“Para
os pobres, é dura lex, sed lex. A lei
é dura, mas é a lei. Para os ricos, é dura
lex, sed latex. A lei é dura, mas estica.”
Fernando Sabino
Karl
Marx, em sua “Crítica da Filosofia de Hegel”, subverte a concepção hegeliana do
Direito, analisando criticamente o papel do capital e da luta de classes neste.
Hegel defendia o Direito como liberdade, como positivação de uma vontade
racional, defendida por todos, através de um ideal falho de isonomia. Em Marx,
o Direito passa a ser um instrumento de dominação político-social a serviço do
Estado burguês, utilizado de forma a sustentar o status quo e, assim, reproduzir as condições desiguais
características de uma sociedade capitalista e marcada pela luta de classes.
As
decisões tomadas no caso Pinheirinho expressam nitidamente um Direito voltado para
o benefício daqueles que detêm o poder, em detrimento dos menos favorecidos. No
dia 22 de janeiro de 2012, um domingo, às cinco horas e trinta minutos da manhã,
a Polícia Militar de São Paulo iniciou a desocupação de 1.600 famílias de
trabalhadores, mais de seis mil pessoas, do território onde residiam há cerca
de sete anos. A conduta das autoridades neste caso interromperam abruptamente
as negociações legítimas que ocorriam entre as partes judiciais e o governo
estadual e federal, demonstrando uma falta de apreço injustificável aos
princípios básicos dos direitos humanos, consagrados pela Constituição e por
Tratados Internacionais.
Mesmo
se compreendendo que o Direito encontrava-se em um impasse – o direito à
propriedade versus o direito à
moradia -, é inegável que a decisão tomada pela juíza Márcia Loureiro causou um
prejuízo material e moral incalculável às vítimas da desapropriação, ferindo
diretamente o Princípio da Dignidade da Pessoa Humana, hoje cláusula pétrea da
Carta constitucional.
O direito à propriedade privada, também
de acordo com a nossa Carta Magna, é inalienável. Mas, de acordo com o
pensamento marxista, ele é passível de acesso primariamente aos burgueses.

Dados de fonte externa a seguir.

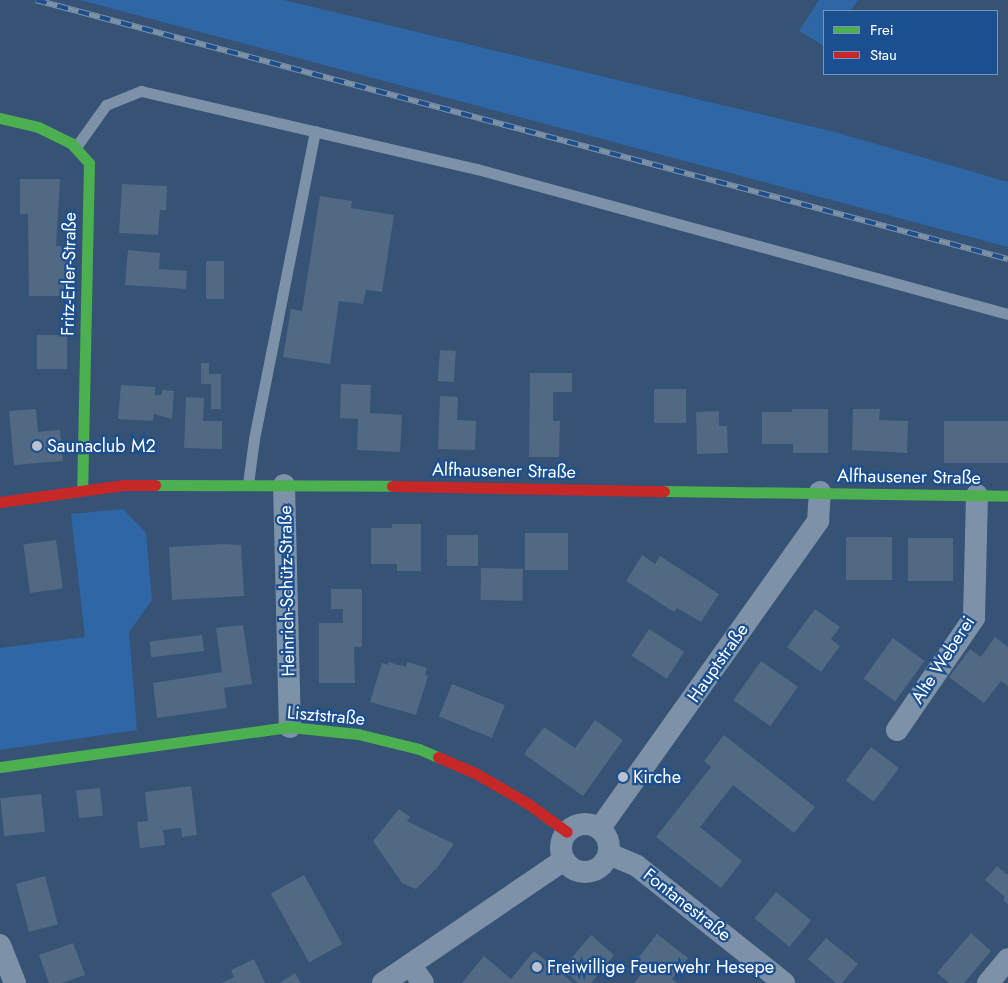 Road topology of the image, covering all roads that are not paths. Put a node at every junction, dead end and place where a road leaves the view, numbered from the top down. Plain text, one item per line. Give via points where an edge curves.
1 (0, 118) edge
2 (315, 131) junction
3 (76, 147) junction
4 (1008, 314) edge
5 (248, 484) junction
6 (284, 485) junction
7 (82, 488) junction
8 (820, 492) junction
9 (977, 495) junction
10 (1008, 496) edge
11 (0, 502) edge
12 (290, 727) junction
13 (897, 730) dead end
14 (0, 767) edge
15 (600, 828) junction
16 (567, 832) junction
17 (609, 854) junction
18 (564, 860) junction
19 (1, 951) edge
20 (1008, 959) edge
21 (410, 965) junction
22 (15, 983) edge
23 (383, 983) edge
24 (423, 983) edge
25 (784, 983) edge
26 (988, 983) edge

1 - 3 street, Fritz-Erler-Straße via 38,127
2 - 3 lane via 142,91 106,105
2 - 4 lane via 477,169
2 - 5 lane
3 - 7 street, Fritz-Erler-Straße via 89,163
5 - 6 street, Alfhausener Straße
5 - 7 street, Alfhausener Straße
6 - 8 street, Alfhausener Straße
6 - 12 street, Heinrich-Schütz-Straße
7 - 11 street, Alfhausener Straße
8 - 9 street, Alfhausener Straße
8 - 15 street, Hauptstraße via 818,521
9 - 10 street, Alfhausener Straße
9 - 13 street, Alte Weberei via 974,618
12 - 14 street, Lisztstraße
12 - 16 street, Lisztstraße via 358,734 419,749 475,773 527,803
15 - 16 street via 583,824
15 - 17 street via 608,839
16 - 18 street via 561,844
17 - 18 street via 605,863 591,872 575,870
17 - 25 street, Fontanestraße via 637,866
18 - 21 street
19 - 22 street
20 - 26 street
21 - 23 street
21 - 24 street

Então, quando esse direito “sacrossanto” e “intocável” da classe dominante é confrontado,
o Direito, instrumento de dominação social, o beneficia em detrimento de todo o
resto – o direito à moradia, a Dignidade Humana, a integridade física. Por
isso, as vítimas da desocupação não receberam qualquer ajuda ou indenização do
Estado: a classe trabalhadora e explorada fica à mercê de um Estado Democrático
de Direito que não cumpre suas próprias prerrogativas de existência. Engels, em
sua obra Do Socialismo Utópico ao Socialismo Científico, já afirmara que “(...)
a existência das classes contradiz à
justiça, à igualdade etc., não mediante a mera vontade de suprimir essas
classes, mas sim por meio de novas condições econômicas determinadas.”.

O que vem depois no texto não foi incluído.